# Your objective
Which lines in the records below include the word "Drive"? Report each of them in full.

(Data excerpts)
-=-=-

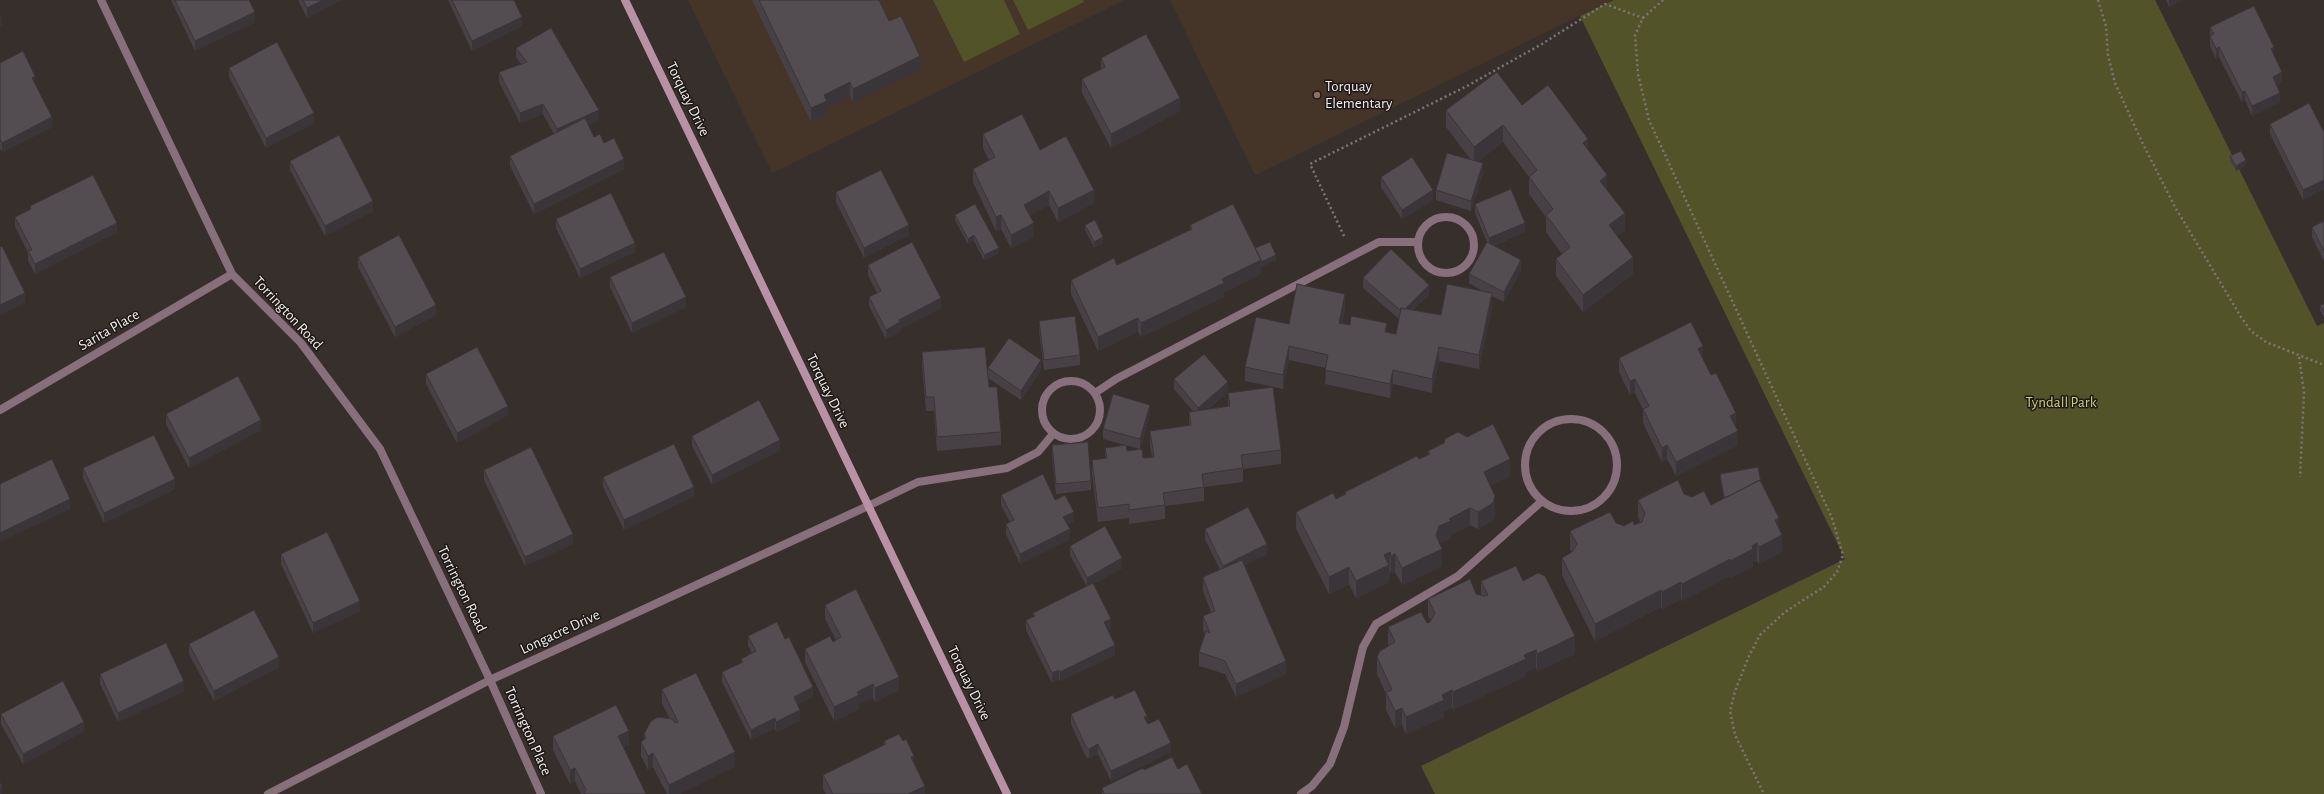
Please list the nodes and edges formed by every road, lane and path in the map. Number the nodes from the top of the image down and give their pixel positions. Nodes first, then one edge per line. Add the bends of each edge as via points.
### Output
1 (101, 0) edge
2 (625, 0) edge
3 (1663, 0) edge
4 (2098, 0) edge
5 (1643, 18) junction
6 (1418, 242) junction
7 (1354, 255) junction
8 (232, 274) junction
9 (2299, 357) junction
10 (2324, 365) edge
11 (1095, 393) junction
12 (0, 410) edge
13 (1053, 434) junction
14 (2300, 477) dead end
15 (1542, 501) junction
16 (868, 506) junction
17 (490, 680) junction
18 (268, 794) edge
19 (541, 794) edge
20 (1006, 794) edge
21 (1301, 794) edge
22 (1764, 794) edge

1 - 8 street, Torrington Road
2 - 16 street, Torquay Drive
3 - 5 path
4 - 9 path via 2106,26 2108,55 2115,84 2175,206 2251,331 2266,342
5 - 7 path via 1605,4 1542,44 1467,86 1310,164
5 - 22 path via 1635,35 1638,74 1649,120 1832,518 1843,555 1837,572 1825,586 1785,612 1760,635 1735,692 1730,711 1735,735
6 - 6 street via 1421,259 1427,266 1442,273 1452,272 1467,264 1473,247 1468,229 1453,218 1434,220 1423,229
6 - 7 street via 1379,242
7 - 11 street via 1116,379
8 - 12 street, Sarita Place
8 - 17 street, Torrington Road via 301,343 380,449
9 - 10 path
9 - 14 path via 2304,392
11 - 13 street via 1101,410 1095,428 1080,438 1062,439
11 - 13 street via 1088,385 1068,381 1050,389 1042,407 1046,426
13 - 16 street, Longacre Drive via 1038,452 1007,468 918,482
15 - 15 street via 1554,508 1568,511 1583,510 1596,504 1607,494 1614,481 1617,467 1615,452 1609,440 1598,428 1584,421 1568,420 1553,423 1540,432 1530,444 1526,458 1526,474 1532,489
15 - 21 street via 1458,576 1376,624 1363,647 1344,727 1330,764 1312,786
16 - 17 street, Longacre Drive
16 - 20 street, Torquay Drive
17 - 18 street, Longacre Drive
17 - 19 street, Torrington Place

-=-=-

# Task result
2 - 16 street, Torquay Drive
13 - 16 street, Longacre Drive via 1038,452 1007,468 918,482
16 - 17 street, Longacre Drive
16 - 20 street, Torquay Drive
17 - 18 street, Longacre Drive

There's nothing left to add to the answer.